SEC Might Approve A Bitcoin ETF
The SEC has always had a heavy role in deciding the future of Bitcoin within the United States. From the onset of their position on the cryptocurrency, the opinions of the agency seem to have flip-flopped on a near-weekly basis. This isn’t particularly surprising, considering the quickly-changing nature of the cryptocurrency markets, or the deeply-entrenched sense of bureaucracy which precludes much of the progress in American institutions.
But the most recent question which has once again asked for the adjudication of the Securities and Exchange Commission is whether any company will be allowed to begin offering a Bitcoin ETF. An ETF is functionally a security that allows people to bet on the increase or decrease in value of a certain security or commodity. For Bitcoin, it would allow investors on Wall Street to take their fiat money and either long or short the digital currency, depending on how they feel the market might go.

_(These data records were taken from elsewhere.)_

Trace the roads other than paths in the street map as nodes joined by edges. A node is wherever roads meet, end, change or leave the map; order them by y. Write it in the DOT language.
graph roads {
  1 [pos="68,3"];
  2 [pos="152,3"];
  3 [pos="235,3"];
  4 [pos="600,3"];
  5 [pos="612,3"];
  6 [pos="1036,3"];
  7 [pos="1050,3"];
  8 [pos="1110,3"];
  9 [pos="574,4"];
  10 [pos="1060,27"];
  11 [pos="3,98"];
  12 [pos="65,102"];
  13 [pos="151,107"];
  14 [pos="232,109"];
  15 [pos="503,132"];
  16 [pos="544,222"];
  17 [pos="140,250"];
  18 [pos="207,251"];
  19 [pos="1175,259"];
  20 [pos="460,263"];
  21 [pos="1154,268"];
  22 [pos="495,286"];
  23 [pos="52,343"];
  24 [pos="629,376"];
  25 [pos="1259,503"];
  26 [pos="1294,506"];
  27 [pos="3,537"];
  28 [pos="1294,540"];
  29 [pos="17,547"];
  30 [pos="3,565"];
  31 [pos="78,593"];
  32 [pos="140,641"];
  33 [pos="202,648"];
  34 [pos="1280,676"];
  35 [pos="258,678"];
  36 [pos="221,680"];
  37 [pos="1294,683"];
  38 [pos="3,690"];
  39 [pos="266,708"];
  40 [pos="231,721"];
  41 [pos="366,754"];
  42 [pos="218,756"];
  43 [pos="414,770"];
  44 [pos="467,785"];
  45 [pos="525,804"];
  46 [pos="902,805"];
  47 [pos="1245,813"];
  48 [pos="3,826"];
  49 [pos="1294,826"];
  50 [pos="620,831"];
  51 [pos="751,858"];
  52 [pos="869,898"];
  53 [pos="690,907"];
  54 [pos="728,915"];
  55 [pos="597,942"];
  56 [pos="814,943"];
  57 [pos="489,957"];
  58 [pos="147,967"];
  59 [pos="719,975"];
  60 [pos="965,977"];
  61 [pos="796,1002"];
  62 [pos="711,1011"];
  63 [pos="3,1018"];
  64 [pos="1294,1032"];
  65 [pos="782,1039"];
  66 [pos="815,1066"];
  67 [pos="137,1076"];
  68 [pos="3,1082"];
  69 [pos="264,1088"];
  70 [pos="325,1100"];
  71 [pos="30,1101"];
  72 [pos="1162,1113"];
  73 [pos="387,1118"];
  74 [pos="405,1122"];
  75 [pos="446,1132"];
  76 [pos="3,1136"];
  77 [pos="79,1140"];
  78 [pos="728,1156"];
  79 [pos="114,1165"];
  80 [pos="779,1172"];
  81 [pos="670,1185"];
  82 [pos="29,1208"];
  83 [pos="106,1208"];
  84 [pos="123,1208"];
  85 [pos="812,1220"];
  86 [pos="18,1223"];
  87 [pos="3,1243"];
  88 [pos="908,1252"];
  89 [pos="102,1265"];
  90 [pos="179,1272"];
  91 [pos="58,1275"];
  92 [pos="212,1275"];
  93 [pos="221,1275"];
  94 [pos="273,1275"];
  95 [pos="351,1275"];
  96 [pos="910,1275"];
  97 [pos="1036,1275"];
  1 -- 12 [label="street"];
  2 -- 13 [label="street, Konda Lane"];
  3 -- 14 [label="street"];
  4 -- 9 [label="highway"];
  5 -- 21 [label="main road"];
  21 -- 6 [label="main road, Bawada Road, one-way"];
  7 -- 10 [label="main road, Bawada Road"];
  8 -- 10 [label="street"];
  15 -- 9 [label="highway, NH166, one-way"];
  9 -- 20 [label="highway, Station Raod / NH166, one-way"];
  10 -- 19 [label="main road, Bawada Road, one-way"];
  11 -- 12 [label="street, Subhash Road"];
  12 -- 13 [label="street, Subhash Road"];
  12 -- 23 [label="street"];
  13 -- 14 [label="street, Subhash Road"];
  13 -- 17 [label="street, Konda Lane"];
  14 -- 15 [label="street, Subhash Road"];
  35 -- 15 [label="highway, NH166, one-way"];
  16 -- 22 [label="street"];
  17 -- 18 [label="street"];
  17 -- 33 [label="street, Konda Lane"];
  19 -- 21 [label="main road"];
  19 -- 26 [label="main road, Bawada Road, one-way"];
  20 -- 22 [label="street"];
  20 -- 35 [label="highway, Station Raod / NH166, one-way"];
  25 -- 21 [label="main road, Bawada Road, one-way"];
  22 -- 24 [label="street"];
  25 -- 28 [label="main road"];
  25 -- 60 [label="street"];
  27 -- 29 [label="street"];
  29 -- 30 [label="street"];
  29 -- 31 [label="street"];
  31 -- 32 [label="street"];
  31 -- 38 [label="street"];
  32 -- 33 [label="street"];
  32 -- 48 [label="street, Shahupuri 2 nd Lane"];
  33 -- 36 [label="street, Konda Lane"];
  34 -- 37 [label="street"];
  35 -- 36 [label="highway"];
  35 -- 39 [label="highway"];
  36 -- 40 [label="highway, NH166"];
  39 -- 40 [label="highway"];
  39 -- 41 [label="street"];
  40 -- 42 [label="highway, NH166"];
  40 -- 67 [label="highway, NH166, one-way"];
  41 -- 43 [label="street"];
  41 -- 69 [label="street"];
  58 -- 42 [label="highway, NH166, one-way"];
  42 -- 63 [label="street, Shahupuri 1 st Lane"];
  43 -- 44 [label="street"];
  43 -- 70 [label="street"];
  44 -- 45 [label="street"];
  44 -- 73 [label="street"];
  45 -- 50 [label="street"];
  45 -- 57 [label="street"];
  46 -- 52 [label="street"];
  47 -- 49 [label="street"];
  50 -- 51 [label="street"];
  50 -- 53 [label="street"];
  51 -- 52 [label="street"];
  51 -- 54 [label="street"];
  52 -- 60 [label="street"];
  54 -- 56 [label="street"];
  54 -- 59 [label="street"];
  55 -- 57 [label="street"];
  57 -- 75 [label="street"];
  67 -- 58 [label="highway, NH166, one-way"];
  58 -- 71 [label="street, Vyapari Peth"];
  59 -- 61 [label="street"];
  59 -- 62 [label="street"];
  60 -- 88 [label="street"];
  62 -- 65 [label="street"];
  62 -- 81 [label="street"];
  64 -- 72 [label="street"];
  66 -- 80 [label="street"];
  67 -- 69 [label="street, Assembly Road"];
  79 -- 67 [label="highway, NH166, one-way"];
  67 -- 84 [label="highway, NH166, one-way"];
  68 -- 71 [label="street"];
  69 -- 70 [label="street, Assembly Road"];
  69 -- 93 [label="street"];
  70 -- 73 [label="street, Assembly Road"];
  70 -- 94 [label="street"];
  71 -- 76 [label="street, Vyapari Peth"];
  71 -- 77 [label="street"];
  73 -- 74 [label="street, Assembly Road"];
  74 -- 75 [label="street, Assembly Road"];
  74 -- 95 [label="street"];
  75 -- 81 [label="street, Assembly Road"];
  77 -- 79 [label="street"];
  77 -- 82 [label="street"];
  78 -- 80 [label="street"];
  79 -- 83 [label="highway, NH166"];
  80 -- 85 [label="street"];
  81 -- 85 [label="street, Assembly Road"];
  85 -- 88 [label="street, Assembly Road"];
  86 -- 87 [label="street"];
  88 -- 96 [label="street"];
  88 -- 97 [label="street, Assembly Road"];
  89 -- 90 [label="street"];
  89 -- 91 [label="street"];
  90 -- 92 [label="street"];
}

But the SEC has been slow to embrace any kind of Bitcoin ETF. This past week, a group of five Bitcoin ETF proposals were given a postponement in decision by the U.S. regulator, with little reasoning given as to why. Shortly following that mellow decision, the agency came down hard on another proposal, rejecting it entirely. The Winklevoss Twins had proposed a Bitcoin ETF again earlier this year, the second time they have done so in the past two years. This means that only one application still in the works has not been decided upon—and it might just be a winner.
The SEC flat rejected this application, mainly on the grounds that the proposition did not meet the qualifications necessary to effectively prevent manipulation or fraud within the Bitcoin market. Additionally, the commission applied similar surveillance standards to the Bitcoin ETF proposition, ruling that they would be rejected because they failed to enter an acceptable surveillance agreement with an acceptably-sized Bitcoin exchange.
Furthermore, the SEC ruled that the markets for Bitcoin constitute “regulated markets” of “significant size,” yet another standard typically applied to other ETFs when they seek regulatory approval by the SEC. This rejection is significant, because it again codifies the previously-considered rule—Bitcoin ETFs will be held to the standard of any other ETF seeking approval from the SEC.
Despite the grim outlook for the Winklevoss ETF proposal, the CBOE proposal for a Bitcoin ETF still might have a shot. It is clear from its rejection pattern that, due in no small part to the lack of significance in the size of most Bitcoin markets, investor security plays a massive role in the decisions the SEC makes in regards to its ETF approvals.
CBOE has a history of successful interactions with the SEC, having been regularly recognized as compliant on multiple fronts. They are run by a massive and respected money management company with provided insurance of up to USD $125 million for the digital assets. The insurance of investors, as well as the targeting of higher- net worth individuals, are both important parts of the SEC’s deliberation that CBOE seems to have on its side.
On the other hand, the SEC seems deeply interested in the logistical security measures, such as surveillance and agreements with major exchanges that operate as the backdrop and foundational elements of investor security in an unsecure market. In these respects, it will require that the SEC look deeply into the nature of the proposal in front of them.
The implications would be significant for the crypto-markets, especially if the SEC rules in favor of CBOE and approves their Bitcoin ETF proposal.